Es sabido que existen los hermafroditas, fruto de un parto gemelar frustrado, aunque son casos rarísimos. También hay algunas personas que, pareciendo hombres tienen dos cromosomas x o viceversa, pero también son excepciones muy extrañas. Lo cierto es que lo habitual es que cada cual se identifique con el sexo con el que vino al mundo, es decir con sus órganos sexuales internos y externos. Otra cosa son las patologías mentales. Por desgracia no se hace un examen psiquiátrico a los padres y, aunque así fueran, no les podrían prohibir tener descendencia, pero al menos podrían ponerles un tratamiento en ciertos casos. En fin, lo veo difícil tal como están las cosas.
Toda la vida han existido parejas que deseaban tener un hijo varón o hembra y, al haber sido contrariados por la naturaleza, han decidido tratar a su hijo o hija como si fuera del sexo contrario. De siempre se conocen casos de niños vestidos de niña y niñas a quienes se obligaba a actuar como niños.

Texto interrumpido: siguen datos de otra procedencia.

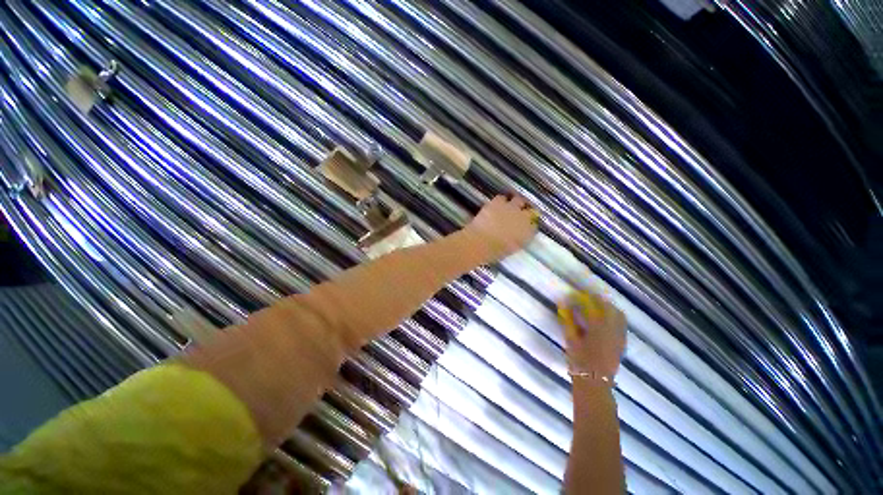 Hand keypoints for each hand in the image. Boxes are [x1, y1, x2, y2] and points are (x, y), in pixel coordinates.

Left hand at [464, 194, 538, 260]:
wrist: (481, 241)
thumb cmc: (495, 251)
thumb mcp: (511, 249)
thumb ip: (517, 240)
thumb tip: (516, 236)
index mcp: (527, 233)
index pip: (533, 226)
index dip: (528, 225)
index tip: (523, 226)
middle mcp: (523, 218)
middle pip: (529, 210)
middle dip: (524, 212)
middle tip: (517, 214)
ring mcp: (511, 208)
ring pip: (518, 200)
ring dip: (514, 204)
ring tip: (508, 207)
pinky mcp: (498, 202)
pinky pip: (502, 198)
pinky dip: (499, 201)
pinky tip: (495, 205)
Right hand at [559, 292, 625, 381]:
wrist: (595, 382)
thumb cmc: (580, 360)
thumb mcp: (570, 338)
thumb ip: (568, 319)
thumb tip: (563, 303)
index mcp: (599, 327)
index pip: (597, 305)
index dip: (589, 296)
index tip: (580, 292)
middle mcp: (614, 330)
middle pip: (612, 309)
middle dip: (601, 301)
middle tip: (589, 299)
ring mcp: (620, 338)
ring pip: (620, 317)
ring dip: (609, 309)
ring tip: (597, 308)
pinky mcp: (622, 344)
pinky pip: (621, 325)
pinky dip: (614, 318)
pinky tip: (603, 322) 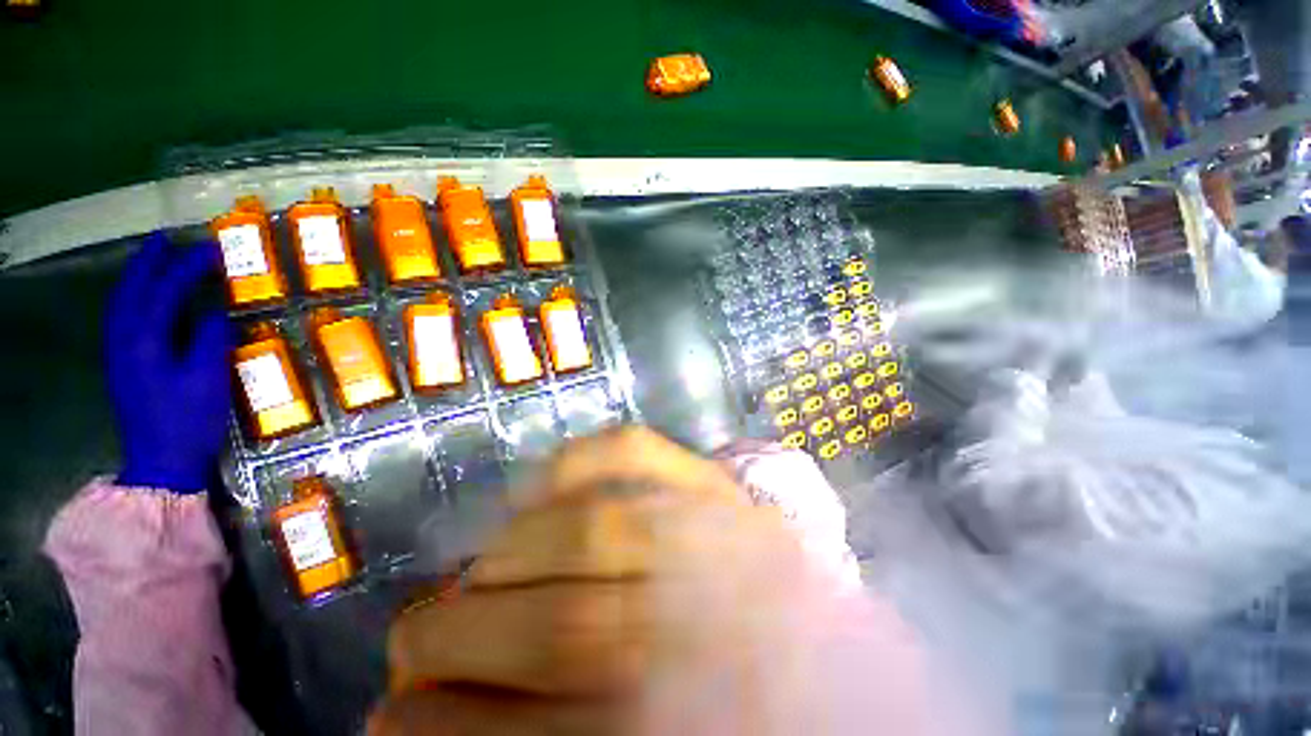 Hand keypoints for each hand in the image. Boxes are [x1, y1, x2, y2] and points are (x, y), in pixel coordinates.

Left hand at [106, 232, 230, 492]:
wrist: (161, 462)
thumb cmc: (189, 420)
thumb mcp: (208, 379)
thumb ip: (210, 340)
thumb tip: (215, 313)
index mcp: (144, 341)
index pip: (164, 291)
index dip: (187, 267)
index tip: (211, 249)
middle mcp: (124, 340)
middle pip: (131, 291)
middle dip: (148, 263)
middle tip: (165, 240)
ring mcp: (119, 354)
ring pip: (121, 303)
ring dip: (136, 278)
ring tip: (152, 261)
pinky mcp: (123, 367)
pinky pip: (122, 319)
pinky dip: (132, 300)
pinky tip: (144, 300)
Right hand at [370, 427, 831, 735]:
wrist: (825, 645)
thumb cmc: (731, 704)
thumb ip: (538, 734)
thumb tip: (429, 725)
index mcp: (668, 716)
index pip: (518, 731)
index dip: (430, 724)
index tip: (386, 717)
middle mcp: (696, 619)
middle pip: (554, 625)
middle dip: (452, 632)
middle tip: (417, 637)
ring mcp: (712, 528)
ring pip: (586, 526)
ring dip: (506, 552)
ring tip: (477, 572)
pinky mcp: (716, 481)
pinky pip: (636, 450)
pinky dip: (580, 457)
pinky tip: (544, 483)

También mujeres solas que, habiendo tenido malas experiencias con el género masculino se empeñaban en reprimir todo comportamiento de ese tipo en sus hijos varones. Luego están los propios problemas de acoso o violencia sexual que hayan podido sufrir esos niños. La consecuencia es que ya no saben a qué sexo pertenecen. Para estos casos existen tratamientos psiquiátricos muy eficaces.
Sin embargo, en este mundo desquiciado en que vivimos ahora se aplaude que los padres apoyen a sus hijos en la decisión de operarse para un cambio de sexo, sin tener en cuenta las razones que les pueden haber llevado a ello o la posibilidad de que se arrepientan en un futuro, que de hecho ya se ha dado.